(Records from a dataset)
****************************************

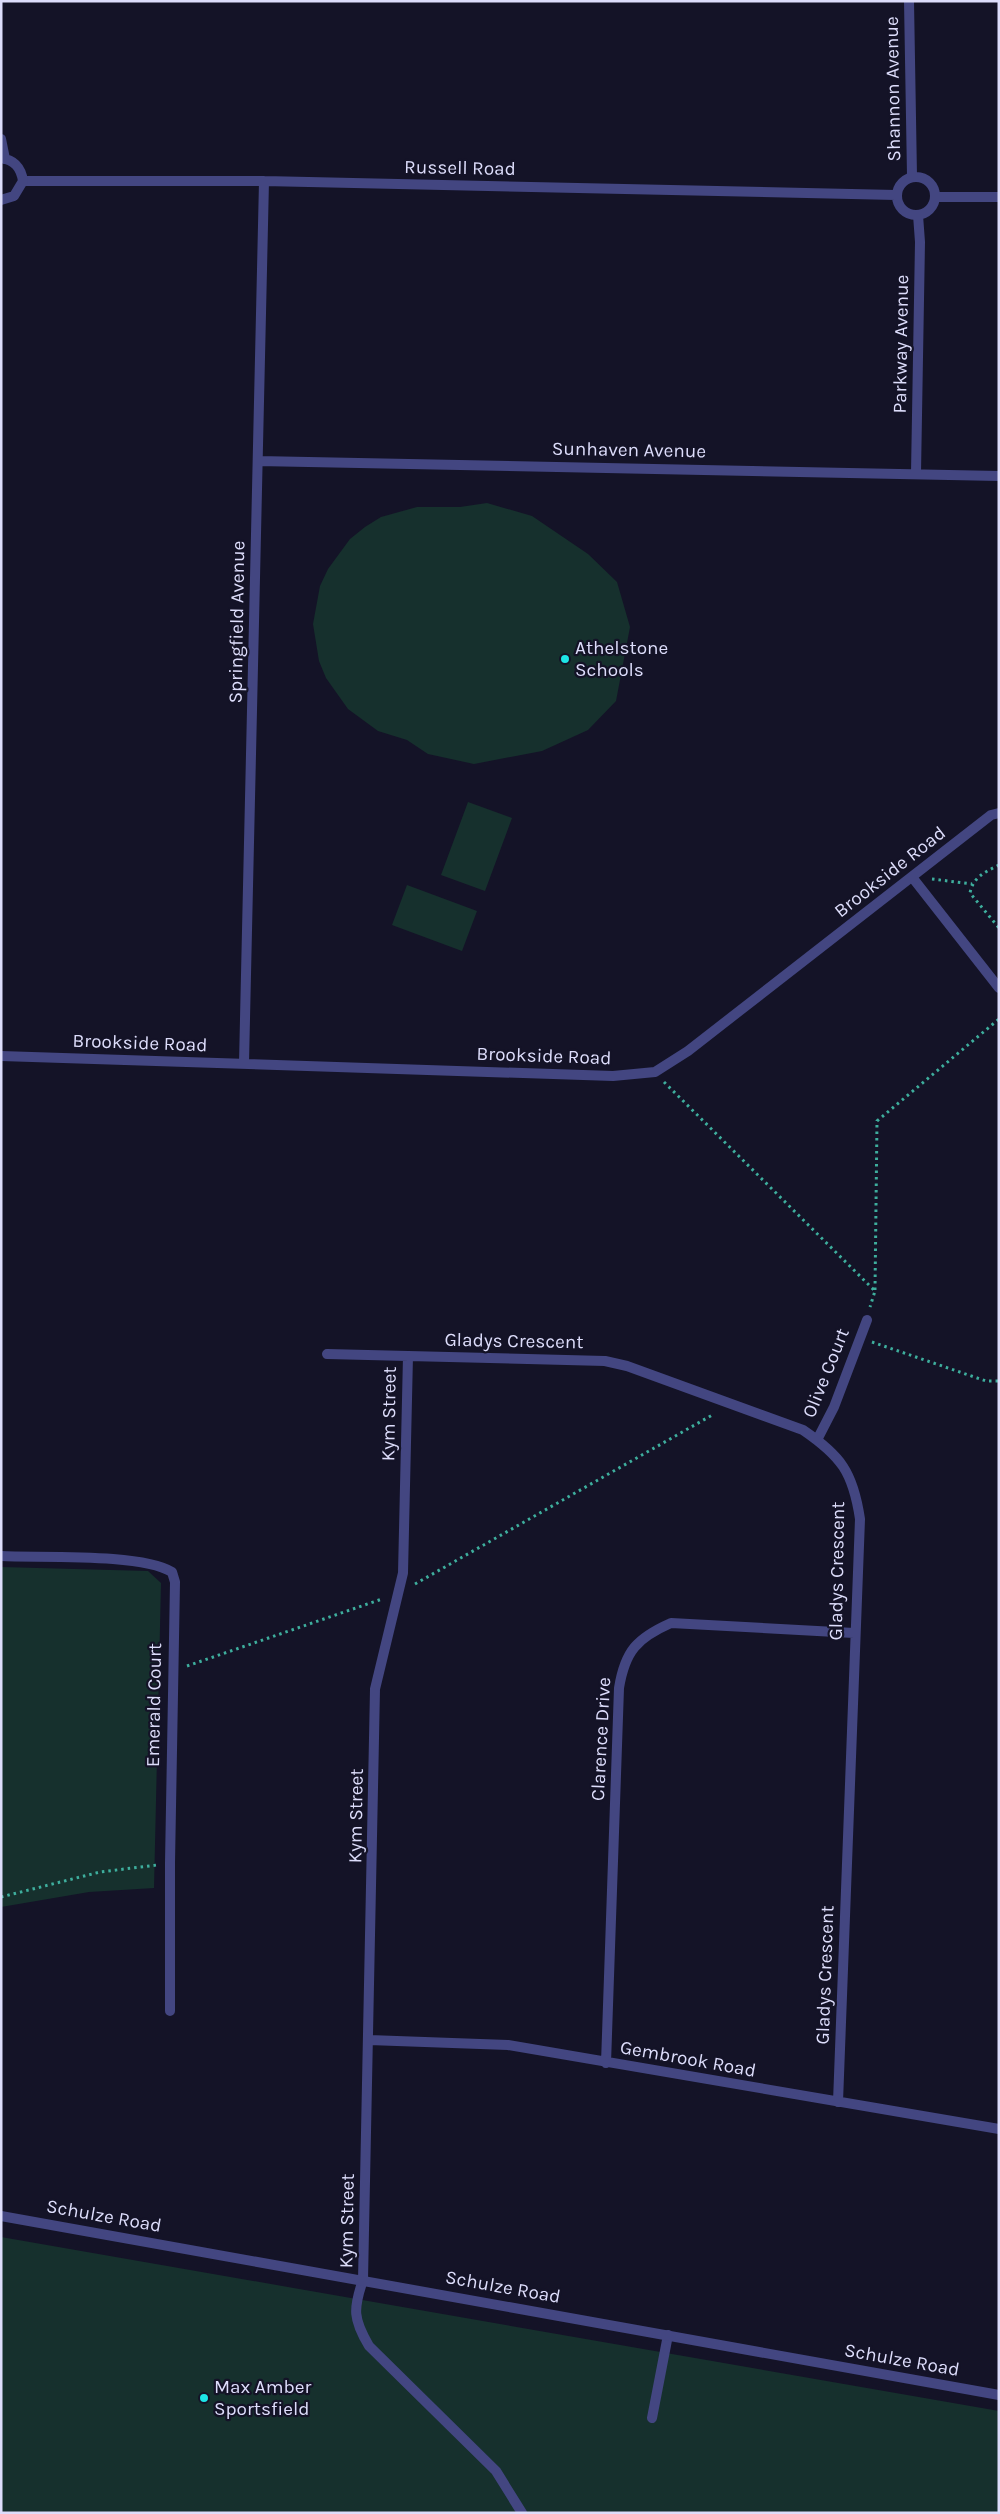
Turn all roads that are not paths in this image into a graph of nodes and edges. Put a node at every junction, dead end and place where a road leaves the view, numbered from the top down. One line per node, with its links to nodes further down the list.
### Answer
1 (909, 1): 4 (street, Shannon Avenue)
2 (1, 139): 3 (street)
3 (3, 158): 5 (street)
4 (912, 176): 7 (street); 8 (street)
5 (23, 181): 6 (street, Russell Road); 10 (street)
6 (264, 181): 7 (street, Russell Road); 12 (street, Springfield Avenue)
7 (896, 196): 11 (street)
8 (935, 197): 9 (street); 11 (street)
9 (999, 197)
10 (1, 201)
11 (918, 215): 13 (street, Parkway Avenue)
12 (258, 461): 13 (street, Sunhaven Avenue); 19 (street, Springfield Avenue)
13 (916, 473): 14 (street, Sunhaven Avenue)
14 (999, 476)
15 (999, 813): 16 (street, Brookside Road)
16 (912, 877): 17 (street); 19 (street, Brookside Road)
17 (999, 988)
18 (1, 1056): 19 (street, Brookside Road)
19 (244, 1063)
20 (867, 1320): 23 (street, Olive Court)
21 (327, 1354): 22 (street, Gladys Crescent)
22 (408, 1356): 23 (street, Gladys Crescent); 27 (street, Kym Street)
23 (817, 1440): 25 (street, Gladys Crescent)
24 (1, 1556): 26 (street, Emerald Court)
25 (854, 1633): 28 (street, Clarence Drive); 29 (street, Gladys Crescent)
26 (170, 2011)
27 (369, 2040): 28 (street, Gembrook Road); 32 (street, Kym Street)
28 (606, 2063): 29 (street, Gembrook Road)
29 (838, 2102): 30 (street, Gembrook Road)
30 (999, 2129)
31 (1, 2216): 32 (street, Schulze Road)
32 (363, 2280): 33 (street, Schulze Road); 36 (street, Kym Street)
33 (668, 2335): 34 (street, Schulze Road); 35 (street)
34 (999, 2395)
35 (652, 2418)
36 (522, 2513)

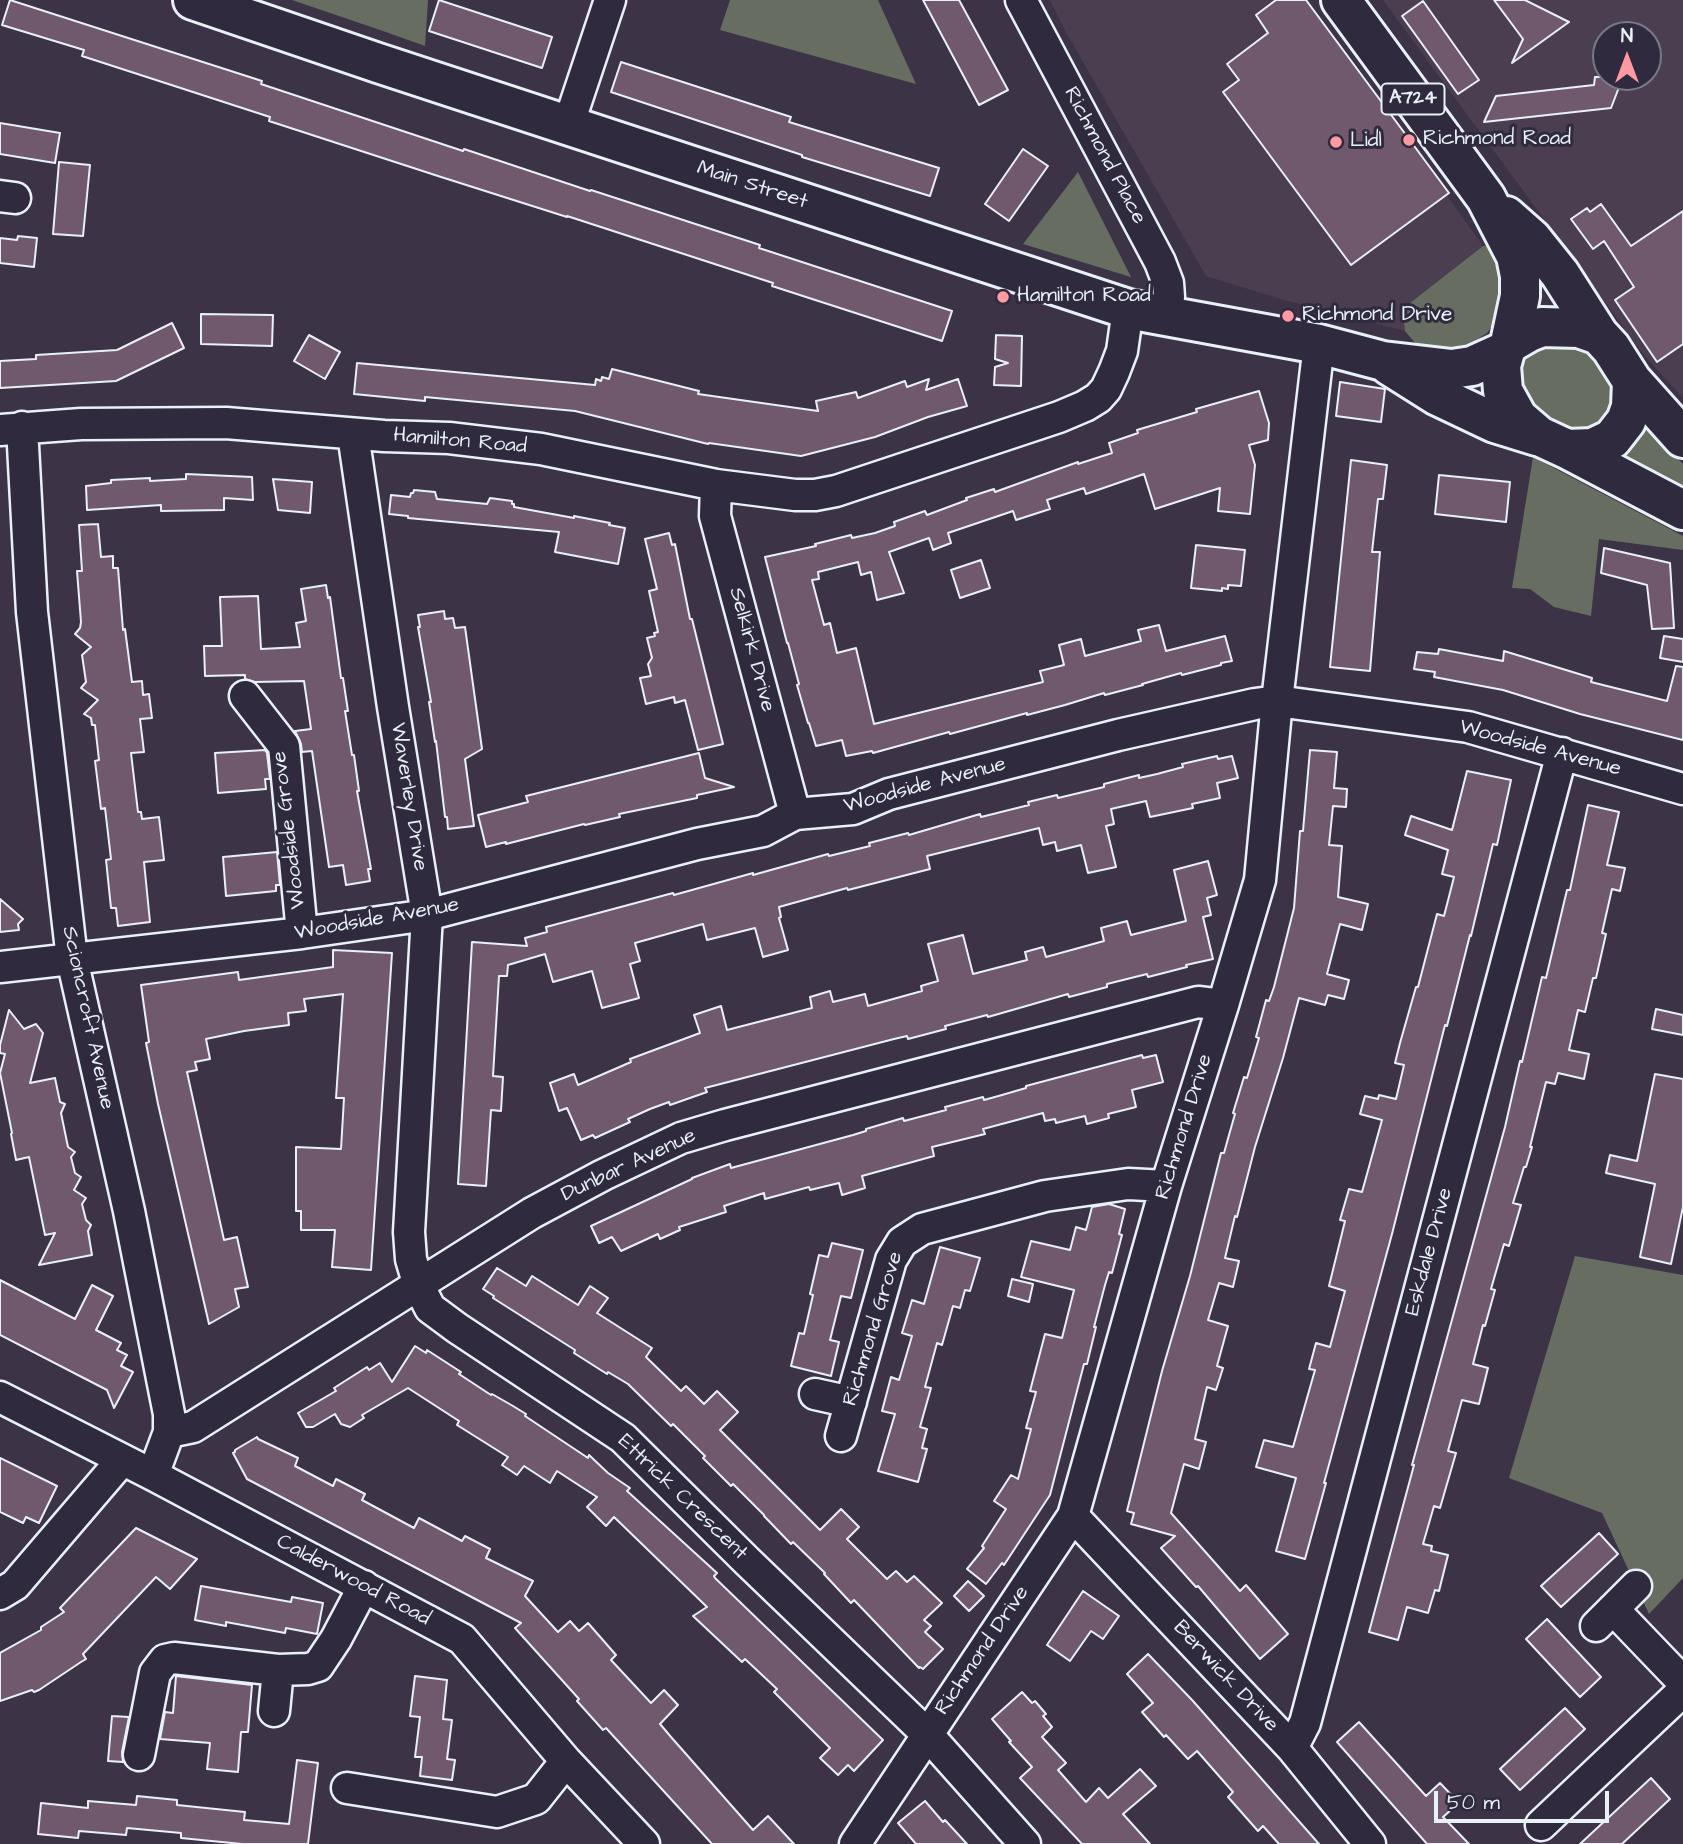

****************************************

■ **Work request**
Scan the data for the string "Gembrook" and copy each line in which it occurs.

■ **Output of the task**
27 (369, 2040): 28 (street, Gembrook Road); 32 (street, Kym Street)
28 (606, 2063): 29 (street, Gembrook Road)
29 (838, 2102): 30 (street, Gembrook Road)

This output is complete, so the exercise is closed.